Among some of the color in the official translated excerpts in English: There had been some joking among papal-visit-to-Rio on Twitter about the secret Jesuit codes that must be contained in the first Jesuit pope’s briefcase he insisted on carrying himself. The pope revealed all on the plane ride back: “There wasn’t the key to the atomic bomb! There is a razor, a breviary, my diary, a book to read — I brought one on St. Therese of Lisieux, to whom I am devoted. . . . I always take this bag when I travel. It’s normal. We should be normal!”

And about all the security concerns, he said: “With less security, I was able to stay with the people, to embrace them, greet them, without armoured cars . . . it is the security of trusting in people . . . yes, there’s always the danger of encountering a madman, but then there is always the Lord who protects us, isn’t there?

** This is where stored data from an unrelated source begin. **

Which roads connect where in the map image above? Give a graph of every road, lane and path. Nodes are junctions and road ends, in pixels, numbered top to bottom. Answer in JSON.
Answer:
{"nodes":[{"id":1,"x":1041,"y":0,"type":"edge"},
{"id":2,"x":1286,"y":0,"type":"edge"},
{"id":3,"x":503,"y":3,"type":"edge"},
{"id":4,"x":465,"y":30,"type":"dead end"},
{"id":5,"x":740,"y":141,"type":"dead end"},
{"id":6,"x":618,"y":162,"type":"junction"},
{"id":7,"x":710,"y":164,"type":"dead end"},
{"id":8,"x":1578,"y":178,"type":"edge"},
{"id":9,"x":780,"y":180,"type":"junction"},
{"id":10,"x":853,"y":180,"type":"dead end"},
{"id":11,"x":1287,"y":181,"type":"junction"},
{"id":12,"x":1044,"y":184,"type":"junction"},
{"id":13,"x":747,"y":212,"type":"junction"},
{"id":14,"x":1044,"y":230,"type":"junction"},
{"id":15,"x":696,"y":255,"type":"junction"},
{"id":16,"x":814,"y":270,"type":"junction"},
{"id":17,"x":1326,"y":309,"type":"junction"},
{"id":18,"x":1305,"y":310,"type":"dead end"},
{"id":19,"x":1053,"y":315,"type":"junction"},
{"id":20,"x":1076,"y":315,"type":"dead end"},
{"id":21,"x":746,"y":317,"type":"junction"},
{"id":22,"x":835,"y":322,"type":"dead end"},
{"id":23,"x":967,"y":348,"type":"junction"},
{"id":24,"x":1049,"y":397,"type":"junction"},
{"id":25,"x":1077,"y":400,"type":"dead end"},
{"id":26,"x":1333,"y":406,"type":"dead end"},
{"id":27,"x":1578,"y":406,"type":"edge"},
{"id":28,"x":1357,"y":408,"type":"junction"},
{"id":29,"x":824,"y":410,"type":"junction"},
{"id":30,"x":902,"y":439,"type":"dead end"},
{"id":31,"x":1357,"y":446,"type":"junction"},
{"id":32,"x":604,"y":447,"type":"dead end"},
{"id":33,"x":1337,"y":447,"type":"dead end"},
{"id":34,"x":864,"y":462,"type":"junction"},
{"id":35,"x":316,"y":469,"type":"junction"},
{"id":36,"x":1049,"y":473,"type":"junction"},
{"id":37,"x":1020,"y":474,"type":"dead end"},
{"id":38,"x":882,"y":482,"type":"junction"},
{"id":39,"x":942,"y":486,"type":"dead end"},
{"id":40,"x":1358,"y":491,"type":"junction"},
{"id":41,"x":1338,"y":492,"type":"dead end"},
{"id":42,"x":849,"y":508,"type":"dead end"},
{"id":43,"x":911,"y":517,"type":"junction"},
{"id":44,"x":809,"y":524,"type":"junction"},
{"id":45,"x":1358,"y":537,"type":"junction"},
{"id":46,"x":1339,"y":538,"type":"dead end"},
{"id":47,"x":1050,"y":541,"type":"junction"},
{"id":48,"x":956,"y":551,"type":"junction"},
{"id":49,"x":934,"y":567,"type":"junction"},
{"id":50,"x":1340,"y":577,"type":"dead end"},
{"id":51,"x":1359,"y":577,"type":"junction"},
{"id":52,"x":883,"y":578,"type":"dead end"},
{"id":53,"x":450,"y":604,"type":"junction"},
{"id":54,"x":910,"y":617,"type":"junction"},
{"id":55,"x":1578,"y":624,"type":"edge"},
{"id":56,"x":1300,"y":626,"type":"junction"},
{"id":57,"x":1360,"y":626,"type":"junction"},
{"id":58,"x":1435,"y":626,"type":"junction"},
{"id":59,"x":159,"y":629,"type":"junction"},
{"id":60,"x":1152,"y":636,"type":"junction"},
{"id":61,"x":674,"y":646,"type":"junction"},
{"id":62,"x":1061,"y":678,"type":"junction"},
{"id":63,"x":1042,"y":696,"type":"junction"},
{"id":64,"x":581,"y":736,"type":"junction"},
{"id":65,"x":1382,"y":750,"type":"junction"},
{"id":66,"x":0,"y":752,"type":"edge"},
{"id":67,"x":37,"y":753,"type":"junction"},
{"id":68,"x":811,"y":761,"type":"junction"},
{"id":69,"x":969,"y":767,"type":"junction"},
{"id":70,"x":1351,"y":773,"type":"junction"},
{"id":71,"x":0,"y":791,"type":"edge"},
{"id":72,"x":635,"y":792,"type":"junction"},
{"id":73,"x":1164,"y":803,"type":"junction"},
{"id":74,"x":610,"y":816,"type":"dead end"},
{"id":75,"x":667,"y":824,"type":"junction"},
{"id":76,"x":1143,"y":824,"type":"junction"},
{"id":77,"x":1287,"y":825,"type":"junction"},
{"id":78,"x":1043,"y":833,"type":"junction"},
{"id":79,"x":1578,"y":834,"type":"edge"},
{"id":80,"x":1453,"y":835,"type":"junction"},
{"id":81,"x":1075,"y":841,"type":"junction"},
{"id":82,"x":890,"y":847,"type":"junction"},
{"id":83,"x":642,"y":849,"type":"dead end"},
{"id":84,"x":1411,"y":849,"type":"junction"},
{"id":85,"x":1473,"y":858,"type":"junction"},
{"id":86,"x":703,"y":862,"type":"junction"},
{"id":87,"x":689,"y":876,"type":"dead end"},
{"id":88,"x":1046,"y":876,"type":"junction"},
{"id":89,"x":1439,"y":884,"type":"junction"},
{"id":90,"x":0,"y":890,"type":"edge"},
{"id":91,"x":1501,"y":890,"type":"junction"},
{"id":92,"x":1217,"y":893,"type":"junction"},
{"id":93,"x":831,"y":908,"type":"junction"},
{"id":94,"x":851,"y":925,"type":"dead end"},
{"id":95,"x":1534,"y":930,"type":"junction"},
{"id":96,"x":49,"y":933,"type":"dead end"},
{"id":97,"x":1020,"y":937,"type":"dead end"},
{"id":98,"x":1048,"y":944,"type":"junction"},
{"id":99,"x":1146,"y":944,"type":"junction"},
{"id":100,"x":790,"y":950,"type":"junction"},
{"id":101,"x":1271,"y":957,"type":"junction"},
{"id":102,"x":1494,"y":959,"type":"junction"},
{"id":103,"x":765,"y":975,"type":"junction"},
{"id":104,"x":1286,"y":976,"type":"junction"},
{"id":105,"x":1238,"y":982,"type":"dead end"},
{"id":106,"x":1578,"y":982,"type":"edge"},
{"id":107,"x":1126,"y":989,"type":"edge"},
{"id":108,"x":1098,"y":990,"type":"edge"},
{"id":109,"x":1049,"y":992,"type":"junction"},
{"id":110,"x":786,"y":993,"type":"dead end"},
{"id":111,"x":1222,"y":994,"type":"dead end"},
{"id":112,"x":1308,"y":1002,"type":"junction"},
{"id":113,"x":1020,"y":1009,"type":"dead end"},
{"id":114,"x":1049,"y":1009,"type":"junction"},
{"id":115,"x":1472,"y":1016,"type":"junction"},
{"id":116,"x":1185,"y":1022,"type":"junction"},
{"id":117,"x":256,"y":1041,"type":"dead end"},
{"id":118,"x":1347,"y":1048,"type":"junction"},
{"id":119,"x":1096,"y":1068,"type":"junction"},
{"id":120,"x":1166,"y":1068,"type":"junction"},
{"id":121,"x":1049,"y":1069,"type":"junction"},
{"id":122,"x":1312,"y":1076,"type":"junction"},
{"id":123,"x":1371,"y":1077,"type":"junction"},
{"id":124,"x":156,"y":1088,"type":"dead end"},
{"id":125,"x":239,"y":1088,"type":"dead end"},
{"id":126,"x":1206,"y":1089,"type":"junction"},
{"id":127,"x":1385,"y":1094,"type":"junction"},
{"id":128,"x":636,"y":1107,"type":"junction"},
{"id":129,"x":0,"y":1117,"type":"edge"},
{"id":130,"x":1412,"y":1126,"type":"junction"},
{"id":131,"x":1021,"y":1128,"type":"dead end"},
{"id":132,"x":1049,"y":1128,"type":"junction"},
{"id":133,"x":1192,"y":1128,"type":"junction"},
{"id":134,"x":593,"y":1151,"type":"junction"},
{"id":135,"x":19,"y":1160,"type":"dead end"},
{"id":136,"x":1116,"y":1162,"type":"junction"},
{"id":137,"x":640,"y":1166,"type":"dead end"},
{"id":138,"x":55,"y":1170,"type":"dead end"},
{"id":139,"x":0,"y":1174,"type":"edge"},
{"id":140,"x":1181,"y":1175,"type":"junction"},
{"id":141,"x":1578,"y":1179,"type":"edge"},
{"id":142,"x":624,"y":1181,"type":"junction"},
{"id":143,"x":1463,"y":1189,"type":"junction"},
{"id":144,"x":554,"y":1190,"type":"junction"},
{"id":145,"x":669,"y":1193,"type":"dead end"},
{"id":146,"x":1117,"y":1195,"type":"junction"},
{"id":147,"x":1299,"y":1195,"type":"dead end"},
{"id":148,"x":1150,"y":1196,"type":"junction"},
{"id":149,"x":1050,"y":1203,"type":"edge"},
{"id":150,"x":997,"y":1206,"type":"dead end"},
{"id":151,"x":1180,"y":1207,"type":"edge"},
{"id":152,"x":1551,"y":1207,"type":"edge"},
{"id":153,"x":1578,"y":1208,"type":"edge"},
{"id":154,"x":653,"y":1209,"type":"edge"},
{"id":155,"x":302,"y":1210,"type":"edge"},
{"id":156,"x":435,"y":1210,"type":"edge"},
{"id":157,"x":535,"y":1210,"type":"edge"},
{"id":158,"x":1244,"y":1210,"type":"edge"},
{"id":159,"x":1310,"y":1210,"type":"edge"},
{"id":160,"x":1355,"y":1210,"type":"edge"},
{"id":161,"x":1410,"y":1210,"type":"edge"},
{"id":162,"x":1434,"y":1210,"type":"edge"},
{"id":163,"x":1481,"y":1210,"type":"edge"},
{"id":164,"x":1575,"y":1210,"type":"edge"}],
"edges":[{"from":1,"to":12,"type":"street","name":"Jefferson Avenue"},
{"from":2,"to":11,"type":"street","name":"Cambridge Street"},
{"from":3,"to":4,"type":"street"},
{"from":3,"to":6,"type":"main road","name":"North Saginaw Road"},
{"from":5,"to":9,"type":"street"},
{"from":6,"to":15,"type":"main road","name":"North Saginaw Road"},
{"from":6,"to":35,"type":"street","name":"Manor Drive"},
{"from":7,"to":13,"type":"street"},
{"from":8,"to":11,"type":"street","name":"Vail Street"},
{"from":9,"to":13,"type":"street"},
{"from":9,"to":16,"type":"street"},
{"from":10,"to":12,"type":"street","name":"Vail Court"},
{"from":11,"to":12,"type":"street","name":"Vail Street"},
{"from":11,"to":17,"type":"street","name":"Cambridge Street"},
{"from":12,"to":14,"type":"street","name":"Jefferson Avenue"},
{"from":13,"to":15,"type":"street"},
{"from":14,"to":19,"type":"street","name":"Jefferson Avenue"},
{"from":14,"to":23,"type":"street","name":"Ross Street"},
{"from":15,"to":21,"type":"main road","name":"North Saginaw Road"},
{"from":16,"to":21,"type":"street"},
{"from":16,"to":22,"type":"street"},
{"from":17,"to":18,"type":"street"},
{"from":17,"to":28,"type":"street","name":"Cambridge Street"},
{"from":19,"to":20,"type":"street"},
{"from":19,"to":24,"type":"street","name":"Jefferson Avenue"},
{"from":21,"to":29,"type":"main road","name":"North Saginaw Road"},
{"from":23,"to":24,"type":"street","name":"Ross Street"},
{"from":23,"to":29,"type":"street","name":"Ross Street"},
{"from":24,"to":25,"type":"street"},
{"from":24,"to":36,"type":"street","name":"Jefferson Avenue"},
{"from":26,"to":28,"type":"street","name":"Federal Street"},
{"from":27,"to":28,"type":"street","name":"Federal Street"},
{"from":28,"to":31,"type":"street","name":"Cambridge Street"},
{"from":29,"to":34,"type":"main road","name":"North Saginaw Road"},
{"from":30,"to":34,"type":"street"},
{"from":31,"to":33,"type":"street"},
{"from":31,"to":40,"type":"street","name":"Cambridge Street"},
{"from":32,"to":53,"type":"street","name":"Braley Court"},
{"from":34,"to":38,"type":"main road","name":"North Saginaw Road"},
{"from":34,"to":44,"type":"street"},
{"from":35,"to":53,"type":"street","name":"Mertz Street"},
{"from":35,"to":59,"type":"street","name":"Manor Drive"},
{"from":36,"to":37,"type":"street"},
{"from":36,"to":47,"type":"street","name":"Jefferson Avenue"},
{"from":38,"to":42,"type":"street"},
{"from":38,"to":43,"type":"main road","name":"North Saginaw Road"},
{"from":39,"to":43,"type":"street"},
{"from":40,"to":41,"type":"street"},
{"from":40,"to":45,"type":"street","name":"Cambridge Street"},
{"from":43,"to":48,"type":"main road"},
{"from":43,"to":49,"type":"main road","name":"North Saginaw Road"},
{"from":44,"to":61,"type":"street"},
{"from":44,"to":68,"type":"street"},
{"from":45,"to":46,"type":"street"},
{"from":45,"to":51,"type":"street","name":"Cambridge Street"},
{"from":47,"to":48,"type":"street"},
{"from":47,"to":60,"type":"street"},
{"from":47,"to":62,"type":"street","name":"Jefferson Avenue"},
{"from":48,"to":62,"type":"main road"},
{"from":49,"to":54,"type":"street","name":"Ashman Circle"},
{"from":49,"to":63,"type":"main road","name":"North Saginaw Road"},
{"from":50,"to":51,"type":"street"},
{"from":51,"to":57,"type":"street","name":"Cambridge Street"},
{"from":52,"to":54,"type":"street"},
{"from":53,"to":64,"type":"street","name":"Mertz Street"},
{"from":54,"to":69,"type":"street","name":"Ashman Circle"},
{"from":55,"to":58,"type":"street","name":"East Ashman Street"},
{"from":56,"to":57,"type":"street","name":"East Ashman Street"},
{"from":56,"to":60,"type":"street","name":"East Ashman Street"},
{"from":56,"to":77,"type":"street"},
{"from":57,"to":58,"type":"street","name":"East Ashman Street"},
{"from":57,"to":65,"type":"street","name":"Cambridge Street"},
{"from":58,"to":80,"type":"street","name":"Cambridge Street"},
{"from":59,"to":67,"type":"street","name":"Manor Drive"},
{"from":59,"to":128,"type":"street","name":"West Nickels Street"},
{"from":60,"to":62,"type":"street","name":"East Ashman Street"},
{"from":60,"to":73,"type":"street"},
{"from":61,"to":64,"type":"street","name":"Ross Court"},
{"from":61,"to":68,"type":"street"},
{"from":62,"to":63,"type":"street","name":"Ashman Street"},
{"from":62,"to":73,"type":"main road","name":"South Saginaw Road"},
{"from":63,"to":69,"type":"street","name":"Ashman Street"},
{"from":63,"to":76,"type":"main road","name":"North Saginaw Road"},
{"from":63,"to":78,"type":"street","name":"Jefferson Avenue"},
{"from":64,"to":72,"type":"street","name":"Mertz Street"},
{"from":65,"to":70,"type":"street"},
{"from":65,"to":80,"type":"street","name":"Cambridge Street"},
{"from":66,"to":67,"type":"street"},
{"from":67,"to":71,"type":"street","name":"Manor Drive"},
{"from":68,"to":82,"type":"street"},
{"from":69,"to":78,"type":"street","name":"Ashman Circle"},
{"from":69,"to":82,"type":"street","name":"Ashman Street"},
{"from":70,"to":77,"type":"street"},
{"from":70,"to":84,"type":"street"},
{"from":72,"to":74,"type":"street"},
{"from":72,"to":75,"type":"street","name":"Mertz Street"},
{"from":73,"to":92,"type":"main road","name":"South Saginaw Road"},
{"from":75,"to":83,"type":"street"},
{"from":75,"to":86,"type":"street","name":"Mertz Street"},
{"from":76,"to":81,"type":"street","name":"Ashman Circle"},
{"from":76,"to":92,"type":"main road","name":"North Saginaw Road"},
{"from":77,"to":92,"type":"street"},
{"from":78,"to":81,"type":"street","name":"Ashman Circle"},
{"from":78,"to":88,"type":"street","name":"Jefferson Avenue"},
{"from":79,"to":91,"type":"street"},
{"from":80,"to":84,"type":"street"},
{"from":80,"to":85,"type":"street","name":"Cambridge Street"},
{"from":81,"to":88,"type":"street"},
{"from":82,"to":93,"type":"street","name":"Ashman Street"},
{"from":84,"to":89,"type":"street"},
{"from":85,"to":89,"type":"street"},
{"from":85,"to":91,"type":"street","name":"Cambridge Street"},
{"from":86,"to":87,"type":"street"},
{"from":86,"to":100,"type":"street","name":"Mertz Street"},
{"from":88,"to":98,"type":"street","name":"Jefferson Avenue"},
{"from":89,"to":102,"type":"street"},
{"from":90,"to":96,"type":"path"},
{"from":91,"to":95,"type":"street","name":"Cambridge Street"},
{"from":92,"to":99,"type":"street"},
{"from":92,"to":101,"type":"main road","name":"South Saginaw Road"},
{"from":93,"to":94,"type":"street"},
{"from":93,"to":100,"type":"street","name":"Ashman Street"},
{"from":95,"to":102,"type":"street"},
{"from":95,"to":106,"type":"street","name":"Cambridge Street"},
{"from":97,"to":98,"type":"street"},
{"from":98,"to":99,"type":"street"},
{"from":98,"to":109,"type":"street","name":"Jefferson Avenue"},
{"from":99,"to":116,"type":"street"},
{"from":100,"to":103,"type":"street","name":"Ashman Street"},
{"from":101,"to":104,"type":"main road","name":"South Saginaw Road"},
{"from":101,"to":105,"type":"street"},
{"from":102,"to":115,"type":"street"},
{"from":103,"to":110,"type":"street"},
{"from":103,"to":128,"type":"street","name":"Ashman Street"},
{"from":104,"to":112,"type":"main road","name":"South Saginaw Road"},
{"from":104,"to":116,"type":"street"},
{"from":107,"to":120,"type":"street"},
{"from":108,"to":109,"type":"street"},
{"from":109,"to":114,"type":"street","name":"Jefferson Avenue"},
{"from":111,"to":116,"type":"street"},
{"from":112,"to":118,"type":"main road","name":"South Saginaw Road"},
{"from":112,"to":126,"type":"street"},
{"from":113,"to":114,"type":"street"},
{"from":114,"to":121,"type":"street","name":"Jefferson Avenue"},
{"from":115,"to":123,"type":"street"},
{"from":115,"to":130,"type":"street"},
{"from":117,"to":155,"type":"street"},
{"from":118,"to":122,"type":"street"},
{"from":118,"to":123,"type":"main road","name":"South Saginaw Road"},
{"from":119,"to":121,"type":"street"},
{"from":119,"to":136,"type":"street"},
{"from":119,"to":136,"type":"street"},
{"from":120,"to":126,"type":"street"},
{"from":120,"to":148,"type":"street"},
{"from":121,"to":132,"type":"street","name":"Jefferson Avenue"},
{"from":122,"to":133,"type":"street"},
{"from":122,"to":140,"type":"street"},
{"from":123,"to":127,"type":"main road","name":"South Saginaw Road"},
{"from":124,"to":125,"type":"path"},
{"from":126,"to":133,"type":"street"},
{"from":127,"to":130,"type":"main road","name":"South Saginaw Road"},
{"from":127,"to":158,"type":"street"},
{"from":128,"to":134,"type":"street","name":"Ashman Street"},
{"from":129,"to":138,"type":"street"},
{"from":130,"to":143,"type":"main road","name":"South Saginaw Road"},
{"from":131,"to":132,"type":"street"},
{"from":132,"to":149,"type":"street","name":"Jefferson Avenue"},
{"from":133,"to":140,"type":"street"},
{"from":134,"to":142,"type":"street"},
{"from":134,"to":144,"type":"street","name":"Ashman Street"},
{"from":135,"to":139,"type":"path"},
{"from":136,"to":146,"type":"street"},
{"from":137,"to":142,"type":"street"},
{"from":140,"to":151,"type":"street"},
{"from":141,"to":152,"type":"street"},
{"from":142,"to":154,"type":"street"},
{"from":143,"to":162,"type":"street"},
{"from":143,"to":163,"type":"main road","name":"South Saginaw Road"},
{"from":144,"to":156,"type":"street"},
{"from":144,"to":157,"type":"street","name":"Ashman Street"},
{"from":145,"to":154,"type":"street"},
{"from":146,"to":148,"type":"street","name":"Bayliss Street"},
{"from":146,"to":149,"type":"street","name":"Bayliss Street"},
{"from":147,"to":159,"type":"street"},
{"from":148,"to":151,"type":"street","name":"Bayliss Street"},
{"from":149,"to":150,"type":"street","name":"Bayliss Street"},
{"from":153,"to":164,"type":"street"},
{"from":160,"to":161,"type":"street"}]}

It is also madness to separate a bishop from his people, and I prefer this madness.”

And perhaps the most consequential comment he made, at a time when we drown in rhetoric about a “war on women” Catholics and others are supposedly engaged in was about women. He stated clearly that “Mary was more important than the Apostles, bishops, and so women in the Church are also more important than bishops and priests.” Again, this is not news to anyone who believes in the Incarnation and Mary of Nazareth’s world-changing “yes” to God, but it’s not quite the conventional view of what the Church believes about women. But here it is. And, again, like the comments about mercy he made, this isn’t the Gospel According to Pope Francis, made up while riding an alItalia charter, this is what the Church believes.